(Information provided)

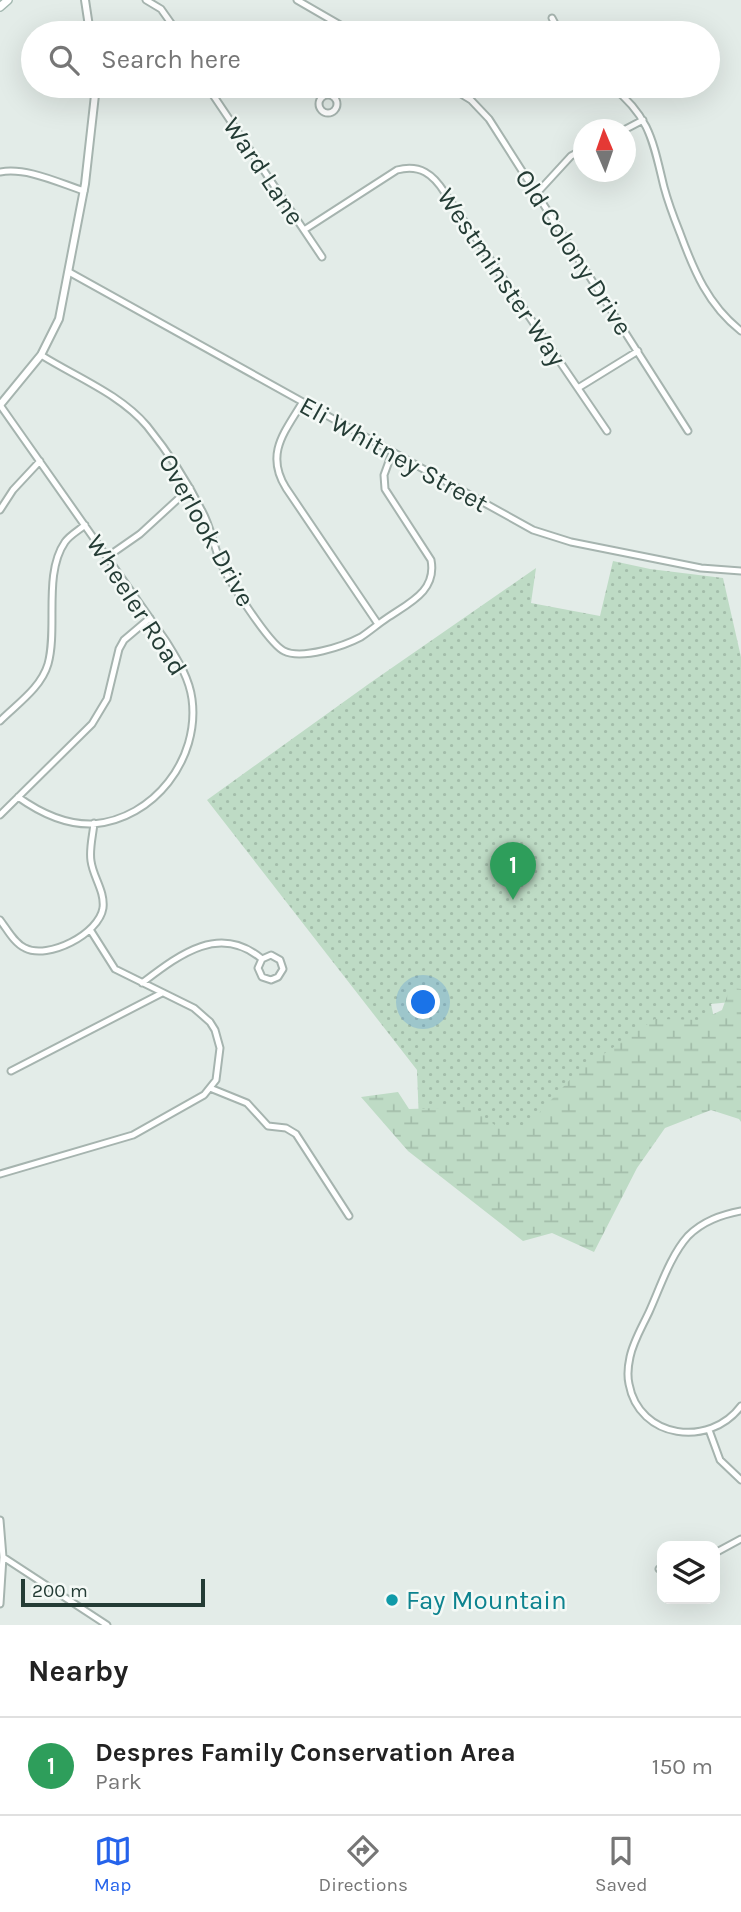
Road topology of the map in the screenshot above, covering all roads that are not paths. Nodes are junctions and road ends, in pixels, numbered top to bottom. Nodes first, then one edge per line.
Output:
1 (8, 0) edge
2 (94, 0) edge
3 (146, 0) edge
4 (297, 0) edge
5 (85, 1) edge
6 (0, 7) edge
7 (552, 18) dead end
8 (88, 21) edge
9 (170, 21) edge
10 (333, 21) edge
11 (554, 21) edge
12 (95, 98) edge
13 (215, 98) edge
14 (468, 98) edge
15 (626, 98) edge
16 (643, 120) junction
17 (636, 124) edge
18 (573, 155) edge
19 (0, 172) edge
20 (84, 191) junction
21 (537, 193) junction
22 (304, 230) junction
23 (322, 257) dead end
24 (69, 272) junction
25 (741, 331) edge
26 (638, 351) junction
27 (41, 355) junction
28 (578, 388) junction
29 (302, 403) junction
30 (0, 405) edge
31 (607, 431) dead end
32 (688, 431) dead end
33 (392, 453) junction
34 (40, 461) junction
35 (190, 488) junction
36 (0, 510) edge
37 (85, 525) junction
38 (107, 557) junction
39 (741, 571) edge
40 (149, 618) junction
41 (378, 624) junction
42 (0, 721) edge
43 (18, 797) junction
44 (0, 815) edge
45 (94, 823) junction
46 (0, 920) edge
47 (90, 931) junction
48 (262, 959) junction
49 (142, 983) junction
50 (162, 993) junction
51 (11, 1071) dead end
52 (210, 1088) junction
53 (0, 1174) edge
54 (741, 1211) edge
55 (349, 1216) dead end
56 (741, 1406) edge
57 (709, 1430) junction
58 (741, 1480) edge
59 (0, 1520) edge
60 (741, 1539) edge
61 (720, 1550) edge
62 (3, 1557) junction
63 (0, 1604) edge
64 (107, 1625) edge

1 - 6 main road
2 - 5 street
3 - 9 street
4 - 10 street
5 - 8 street
7 - 11 street
12 - 20 street
13 - 22 street, Ward Lane
14 - 21 street, Old Colony Drive
15 - 16 street
16 - 17 street
16 - 25 street
18 - 21 street
19 - 20 street
20 - 24 street
21 - 26 street, Old Colony Drive
22 - 23 street, Ward Lane
22 - 28 street, Westminster Way
24 - 27 street
24 - 29 street, Eli Whitney Street
26 - 28 street
26 - 32 street, Old Colony Drive
27 - 30 street
27 - 35 street, Overlook Drive
28 - 31 street, Westminster Way
29 - 33 street, Eli Whitney Street
29 - 41 street
30 - 34 street, Wheeler Road
33 - 39 street, Eli Whitney Street
33 - 41 street, Overlook Drive
34 - 36 street
34 - 37 street, Wheeler Road
35 - 38 street
35 - 41 street, Overlook Drive
37 - 38 street, Wheeler Road
37 - 42 street
38 - 40 street, Wheeler Road
40 - 43 street
40 - 45 street, Wheeler Road
43 - 44 street
43 - 45 street, Wheeler Road
45 - 47 street
46 - 47 street
47 - 49 street
48 - 48 street
48 - 49 street
49 - 50 street
50 - 51 street
50 - 52 street
52 - 53 street
52 - 55 street
54 - 57 street
56 - 57 street
57 - 58 street
59 - 62 street
60 - 61 street
62 - 63 street
62 - 64 street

(End Information provided)

== Exercise aim ==
Please give the number of lines above in which the word "Colony" appears, without any other text.

== Expected answer ==
3